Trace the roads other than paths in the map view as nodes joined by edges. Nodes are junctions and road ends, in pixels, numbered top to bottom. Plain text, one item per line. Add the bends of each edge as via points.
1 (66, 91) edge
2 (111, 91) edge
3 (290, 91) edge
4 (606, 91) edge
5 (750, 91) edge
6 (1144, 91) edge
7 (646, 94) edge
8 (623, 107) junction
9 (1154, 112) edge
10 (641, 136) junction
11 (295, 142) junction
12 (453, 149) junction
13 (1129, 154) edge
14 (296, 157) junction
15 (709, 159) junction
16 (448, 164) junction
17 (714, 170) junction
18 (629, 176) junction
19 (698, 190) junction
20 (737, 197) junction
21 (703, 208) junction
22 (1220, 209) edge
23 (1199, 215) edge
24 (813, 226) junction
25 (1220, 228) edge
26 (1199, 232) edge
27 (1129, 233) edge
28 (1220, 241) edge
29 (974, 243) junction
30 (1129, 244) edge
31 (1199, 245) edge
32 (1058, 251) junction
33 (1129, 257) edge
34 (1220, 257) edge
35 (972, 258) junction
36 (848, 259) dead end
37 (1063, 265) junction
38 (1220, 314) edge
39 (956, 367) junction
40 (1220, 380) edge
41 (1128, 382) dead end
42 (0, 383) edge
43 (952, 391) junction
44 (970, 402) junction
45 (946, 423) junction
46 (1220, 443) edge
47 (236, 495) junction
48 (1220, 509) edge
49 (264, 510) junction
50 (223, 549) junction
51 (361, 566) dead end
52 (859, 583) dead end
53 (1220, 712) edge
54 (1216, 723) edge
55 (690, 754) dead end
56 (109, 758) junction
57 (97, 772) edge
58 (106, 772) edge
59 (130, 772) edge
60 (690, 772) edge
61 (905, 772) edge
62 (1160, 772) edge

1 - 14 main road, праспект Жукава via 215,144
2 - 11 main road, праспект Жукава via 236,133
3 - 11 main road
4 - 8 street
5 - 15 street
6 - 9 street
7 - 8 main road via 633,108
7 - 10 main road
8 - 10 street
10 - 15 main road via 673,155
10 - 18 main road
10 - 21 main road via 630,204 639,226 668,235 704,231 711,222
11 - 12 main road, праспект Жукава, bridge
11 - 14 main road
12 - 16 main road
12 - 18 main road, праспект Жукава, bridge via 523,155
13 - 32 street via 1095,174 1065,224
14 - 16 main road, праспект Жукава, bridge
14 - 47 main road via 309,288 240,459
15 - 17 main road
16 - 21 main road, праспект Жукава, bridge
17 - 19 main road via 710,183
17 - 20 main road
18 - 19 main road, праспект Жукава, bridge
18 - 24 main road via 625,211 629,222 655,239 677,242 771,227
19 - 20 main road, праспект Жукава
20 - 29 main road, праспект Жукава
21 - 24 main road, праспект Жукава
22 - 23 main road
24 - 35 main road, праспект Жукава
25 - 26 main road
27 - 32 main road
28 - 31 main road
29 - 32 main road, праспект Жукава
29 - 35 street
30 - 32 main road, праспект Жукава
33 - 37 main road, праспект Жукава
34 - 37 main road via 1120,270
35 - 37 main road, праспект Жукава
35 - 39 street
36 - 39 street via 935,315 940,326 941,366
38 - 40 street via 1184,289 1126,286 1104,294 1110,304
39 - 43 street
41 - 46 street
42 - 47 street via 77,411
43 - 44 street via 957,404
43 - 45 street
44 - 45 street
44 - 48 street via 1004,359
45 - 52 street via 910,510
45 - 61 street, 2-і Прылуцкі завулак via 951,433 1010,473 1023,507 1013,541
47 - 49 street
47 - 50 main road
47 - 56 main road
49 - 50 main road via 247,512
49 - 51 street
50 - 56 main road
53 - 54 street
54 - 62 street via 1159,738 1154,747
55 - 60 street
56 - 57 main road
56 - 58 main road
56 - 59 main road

* **EXERCISE DESCRIPTION**
For every line of the material that holds the word "dead", make a copy.

* **ANSWER BOX**
36 (848, 259) dead end
41 (1128, 382) dead end
51 (361, 566) dead end
52 (859, 583) dead end
55 (690, 754) dead end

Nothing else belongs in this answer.